== Input material ==
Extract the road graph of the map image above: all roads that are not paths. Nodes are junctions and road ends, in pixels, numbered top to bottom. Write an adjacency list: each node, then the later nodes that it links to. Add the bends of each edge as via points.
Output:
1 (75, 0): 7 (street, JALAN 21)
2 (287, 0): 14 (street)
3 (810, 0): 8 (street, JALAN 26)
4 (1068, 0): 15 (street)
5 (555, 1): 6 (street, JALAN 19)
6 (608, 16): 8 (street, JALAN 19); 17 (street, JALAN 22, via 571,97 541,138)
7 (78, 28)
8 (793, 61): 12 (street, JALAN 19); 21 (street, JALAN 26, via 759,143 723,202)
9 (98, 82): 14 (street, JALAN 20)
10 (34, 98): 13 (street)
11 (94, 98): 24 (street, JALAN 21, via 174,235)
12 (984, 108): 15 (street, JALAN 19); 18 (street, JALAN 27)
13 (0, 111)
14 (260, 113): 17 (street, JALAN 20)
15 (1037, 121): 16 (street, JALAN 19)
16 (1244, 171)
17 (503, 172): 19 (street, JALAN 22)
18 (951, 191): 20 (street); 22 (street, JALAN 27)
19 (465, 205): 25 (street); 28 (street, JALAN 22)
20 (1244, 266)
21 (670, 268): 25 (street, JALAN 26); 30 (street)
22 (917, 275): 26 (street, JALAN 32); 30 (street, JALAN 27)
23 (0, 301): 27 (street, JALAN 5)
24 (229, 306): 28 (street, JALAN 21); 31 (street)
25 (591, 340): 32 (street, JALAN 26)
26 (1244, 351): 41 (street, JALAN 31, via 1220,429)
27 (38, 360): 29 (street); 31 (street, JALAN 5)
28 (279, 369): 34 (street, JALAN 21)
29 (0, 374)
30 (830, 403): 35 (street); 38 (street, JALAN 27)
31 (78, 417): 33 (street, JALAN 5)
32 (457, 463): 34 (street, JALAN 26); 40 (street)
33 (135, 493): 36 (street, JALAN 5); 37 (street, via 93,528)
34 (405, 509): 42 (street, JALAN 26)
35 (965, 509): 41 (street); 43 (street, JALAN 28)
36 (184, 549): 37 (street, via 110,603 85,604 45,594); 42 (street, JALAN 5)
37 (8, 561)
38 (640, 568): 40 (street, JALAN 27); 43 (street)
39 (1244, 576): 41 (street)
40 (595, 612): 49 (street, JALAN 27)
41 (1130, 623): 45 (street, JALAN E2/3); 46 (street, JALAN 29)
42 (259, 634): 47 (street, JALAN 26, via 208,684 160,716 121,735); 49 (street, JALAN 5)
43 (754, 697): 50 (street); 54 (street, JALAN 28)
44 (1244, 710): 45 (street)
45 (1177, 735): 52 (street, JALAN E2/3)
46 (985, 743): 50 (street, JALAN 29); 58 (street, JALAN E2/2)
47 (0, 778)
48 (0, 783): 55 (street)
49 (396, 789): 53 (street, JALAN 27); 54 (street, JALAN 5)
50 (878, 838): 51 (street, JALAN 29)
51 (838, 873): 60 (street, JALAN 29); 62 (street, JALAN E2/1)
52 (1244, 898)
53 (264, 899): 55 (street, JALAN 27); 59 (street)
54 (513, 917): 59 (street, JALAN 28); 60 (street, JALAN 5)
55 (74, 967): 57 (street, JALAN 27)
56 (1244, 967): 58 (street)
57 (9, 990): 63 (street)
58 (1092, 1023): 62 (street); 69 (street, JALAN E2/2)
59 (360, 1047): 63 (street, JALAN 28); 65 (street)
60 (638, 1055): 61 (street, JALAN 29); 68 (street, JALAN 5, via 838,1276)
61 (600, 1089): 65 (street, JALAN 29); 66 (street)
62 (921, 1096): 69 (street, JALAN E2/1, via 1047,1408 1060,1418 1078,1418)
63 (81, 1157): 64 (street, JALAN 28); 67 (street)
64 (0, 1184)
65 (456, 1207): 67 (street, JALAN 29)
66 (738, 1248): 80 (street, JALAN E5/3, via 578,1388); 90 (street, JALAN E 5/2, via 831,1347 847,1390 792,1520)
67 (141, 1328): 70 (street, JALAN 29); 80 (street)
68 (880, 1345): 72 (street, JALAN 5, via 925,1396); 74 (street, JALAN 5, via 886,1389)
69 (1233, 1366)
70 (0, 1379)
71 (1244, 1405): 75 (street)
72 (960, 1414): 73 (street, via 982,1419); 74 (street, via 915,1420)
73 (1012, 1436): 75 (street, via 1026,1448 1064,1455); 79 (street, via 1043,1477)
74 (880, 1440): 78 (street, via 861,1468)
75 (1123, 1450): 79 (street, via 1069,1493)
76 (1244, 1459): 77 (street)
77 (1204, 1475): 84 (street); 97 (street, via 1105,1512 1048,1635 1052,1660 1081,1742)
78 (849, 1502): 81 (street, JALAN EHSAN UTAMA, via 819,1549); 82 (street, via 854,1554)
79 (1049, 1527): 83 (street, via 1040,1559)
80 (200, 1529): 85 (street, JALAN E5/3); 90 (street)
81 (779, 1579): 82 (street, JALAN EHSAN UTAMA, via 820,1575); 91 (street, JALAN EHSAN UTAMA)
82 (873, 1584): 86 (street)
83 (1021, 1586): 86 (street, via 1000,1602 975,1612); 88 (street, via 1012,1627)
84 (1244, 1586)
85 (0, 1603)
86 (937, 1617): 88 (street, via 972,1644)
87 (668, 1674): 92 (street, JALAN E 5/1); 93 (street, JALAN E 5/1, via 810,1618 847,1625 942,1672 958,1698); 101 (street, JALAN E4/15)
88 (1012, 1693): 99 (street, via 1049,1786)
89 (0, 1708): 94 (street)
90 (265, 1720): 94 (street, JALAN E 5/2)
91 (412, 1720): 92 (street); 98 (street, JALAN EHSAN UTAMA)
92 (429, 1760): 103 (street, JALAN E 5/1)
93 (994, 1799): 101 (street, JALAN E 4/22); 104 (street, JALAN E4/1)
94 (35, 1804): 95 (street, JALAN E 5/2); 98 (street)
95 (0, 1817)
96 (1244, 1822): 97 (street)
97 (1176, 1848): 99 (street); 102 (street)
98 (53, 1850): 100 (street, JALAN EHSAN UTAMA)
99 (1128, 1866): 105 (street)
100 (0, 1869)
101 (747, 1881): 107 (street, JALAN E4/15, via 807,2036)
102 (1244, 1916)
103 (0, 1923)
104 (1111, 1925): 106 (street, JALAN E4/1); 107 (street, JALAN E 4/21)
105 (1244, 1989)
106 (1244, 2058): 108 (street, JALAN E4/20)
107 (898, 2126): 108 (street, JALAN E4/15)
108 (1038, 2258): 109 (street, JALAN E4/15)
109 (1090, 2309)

== Exercise aim ==
Repeat the lines above exactly.

== Solution ==
Extract the road graph of the map image above: all roads that are not paths. Nodes are junctions and road ends, in pixels, numbered top to bottom. Write an adjacency list: each node, then the later nodes that it links to. Add the bends of each edge as via points.
Output:
1 (75, 0): 7 (street, JALAN 21)
2 (287, 0): 14 (street)
3 (810, 0): 8 (street, JALAN 26)
4 (1068, 0): 15 (street)
5 (555, 1): 6 (street, JALAN 19)
6 (608, 16): 8 (street, JALAN 19); 17 (street, JALAN 22, via 571,97 541,138)
7 (78, 28)
8 (793, 61): 12 (street, JALAN 19); 21 (street, JALAN 26, via 759,143 723,202)
9 (98, 82): 14 (street, JALAN 20)
10 (34, 98): 13 (street)
11 (94, 98): 24 (street, JALAN 21, via 174,235)
12 (984, 108): 15 (street, JALAN 19); 18 (street, JALAN 27)
13 (0, 111)
14 (260, 113): 17 (street, JALAN 20)
15 (1037, 121): 16 (street, JALAN 19)
16 (1244, 171)
17 (503, 172): 19 (street, JALAN 22)
18 (951, 191): 20 (street); 22 (street, JALAN 27)
19 (465, 205): 25 (street); 28 (street, JALAN 22)
20 (1244, 266)
21 (670, 268): 25 (street, JALAN 26); 30 (street)
22 (917, 275): 26 (street, JALAN 32); 30 (street, JALAN 27)
23 (0, 301): 27 (street, JALAN 5)
24 (229, 306): 28 (street, JALAN 21); 31 (street)
25 (591, 340): 32 (street, JALAN 26)
26 (1244, 351): 41 (street, JALAN 31, via 1220,429)
27 (38, 360): 29 (street); 31 (street, JALAN 5)
28 (279, 369): 34 (street, JALAN 21)
29 (0, 374)
30 (830, 403): 35 (street); 38 (street, JALAN 27)
31 (78, 417): 33 (street, JALAN 5)
32 (457, 463): 34 (street, JALAN 26); 40 (street)
33 (135, 493): 36 (street, JALAN 5); 37 (street, via 93,528)
34 (405, 509): 42 (street, JALAN 26)
35 (965, 509): 41 (street); 43 (street, JALAN 28)
36 (184, 549): 37 (street, via 110,603 85,604 45,594); 42 (street, JALAN 5)
37 (8, 561)
38 (640, 568): 40 (street, JALAN 27); 43 (street)
39 (1244, 576): 41 (street)
40 (595, 612): 49 (street, JALAN 27)
41 (1130, 623): 45 (street, JALAN E2/3); 46 (street, JALAN 29)
42 (259, 634): 47 (street, JALAN 26, via 208,684 160,716 121,735); 49 (street, JALAN 5)
43 (754, 697): 50 (street); 54 (street, JALAN 28)
44 (1244, 710): 45 (street)
45 (1177, 735): 52 (street, JALAN E2/3)
46 (985, 743): 50 (street, JALAN 29); 58 (street, JALAN E2/2)
47 (0, 778)
48 (0, 783): 55 (street)
49 (396, 789): 53 (street, JALAN 27); 54 (street, JALAN 5)
50 (878, 838): 51 (street, JALAN 29)
51 (838, 873): 60 (street, JALAN 29); 62 (street, JALAN E2/1)
52 (1244, 898)
53 (264, 899): 55 (street, JALAN 27); 59 (street)
54 (513, 917): 59 (street, JALAN 28); 60 (street, JALAN 5)
55 (74, 967): 57 (street, JALAN 27)
56 (1244, 967): 58 (street)
57 (9, 990): 63 (street)
58 (1092, 1023): 62 (street); 69 (street, JALAN E2/2)
59 (360, 1047): 63 (street, JALAN 28); 65 (street)
60 (638, 1055): 61 (street, JALAN 29); 68 (street, JALAN 5, via 838,1276)
61 (600, 1089): 65 (street, JALAN 29); 66 (street)
62 (921, 1096): 69 (street, JALAN E2/1, via 1047,1408 1060,1418 1078,1418)
63 (81, 1157): 64 (street, JALAN 28); 67 (street)
64 (0, 1184)
65 (456, 1207): 67 (street, JALAN 29)
66 (738, 1248): 80 (street, JALAN E5/3, via 578,1388); 90 (street, JALAN E 5/2, via 831,1347 847,1390 792,1520)
67 (141, 1328): 70 (street, JALAN 29); 80 (street)
68 (880, 1345): 72 (street, JALAN 5, via 925,1396); 74 (street, JALAN 5, via 886,1389)
69 (1233, 1366)
70 (0, 1379)
71 (1244, 1405): 75 (street)
72 (960, 1414): 73 (street, via 982,1419); 74 (street, via 915,1420)
73 (1012, 1436): 75 (street, via 1026,1448 1064,1455); 79 (street, via 1043,1477)
74 (880, 1440): 78 (street, via 861,1468)
75 (1123, 1450): 79 (street, via 1069,1493)
76 (1244, 1459): 77 (street)
77 (1204, 1475): 84 (street); 97 (street, via 1105,1512 1048,1635 1052,1660 1081,1742)
78 (849, 1502): 81 (street, JALAN EHSAN UTAMA, via 819,1549); 82 (street, via 854,1554)
79 (1049, 1527): 83 (street, via 1040,1559)
80 (200, 1529): 85 (street, JALAN E5/3); 90 (street)
81 (779, 1579): 82 (street, JALAN EHSAN UTAMA, via 820,1575); 91 (street, JALAN EHSAN UTAMA)
82 (873, 1584): 86 (street)
83 (1021, 1586): 86 (street, via 1000,1602 975,1612); 88 (street, via 1012,1627)
84 (1244, 1586)
85 (0, 1603)
86 (937, 1617): 88 (street, via 972,1644)
87 (668, 1674): 92 (street, JALAN E 5/1); 93 (street, JALAN E 5/1, via 810,1618 847,1625 942,1672 958,1698); 101 (street, JALAN E4/15)
88 (1012, 1693): 99 (street, via 1049,1786)
89 (0, 1708): 94 (street)
90 (265, 1720): 94 (street, JALAN E 5/2)
91 (412, 1720): 92 (street); 98 (street, JALAN EHSAN UTAMA)
92 (429, 1760): 103 (street, JALAN E 5/1)
93 (994, 1799): 101 (street, JALAN E 4/22); 104 (street, JALAN E4/1)
94 (35, 1804): 95 (street, JALAN E 5/2); 98 (street)
95 (0, 1817)
96 (1244, 1822): 97 (street)
97 (1176, 1848): 99 (street); 102 (street)
98 (53, 1850): 100 (street, JALAN EHSAN UTAMA)
99 (1128, 1866): 105 (street)
100 (0, 1869)
101 (747, 1881): 107 (street, JALAN E4/15, via 807,2036)
102 (1244, 1916)
103 (0, 1923)
104 (1111, 1925): 106 (street, JALAN E4/1); 107 (street, JALAN E 4/21)
105 (1244, 1989)
106 (1244, 2058): 108 (street, JALAN E4/20)
107 (898, 2126): 108 (street, JALAN E4/15)
108 (1038, 2258): 109 (street, JALAN E4/15)
109 (1090, 2309)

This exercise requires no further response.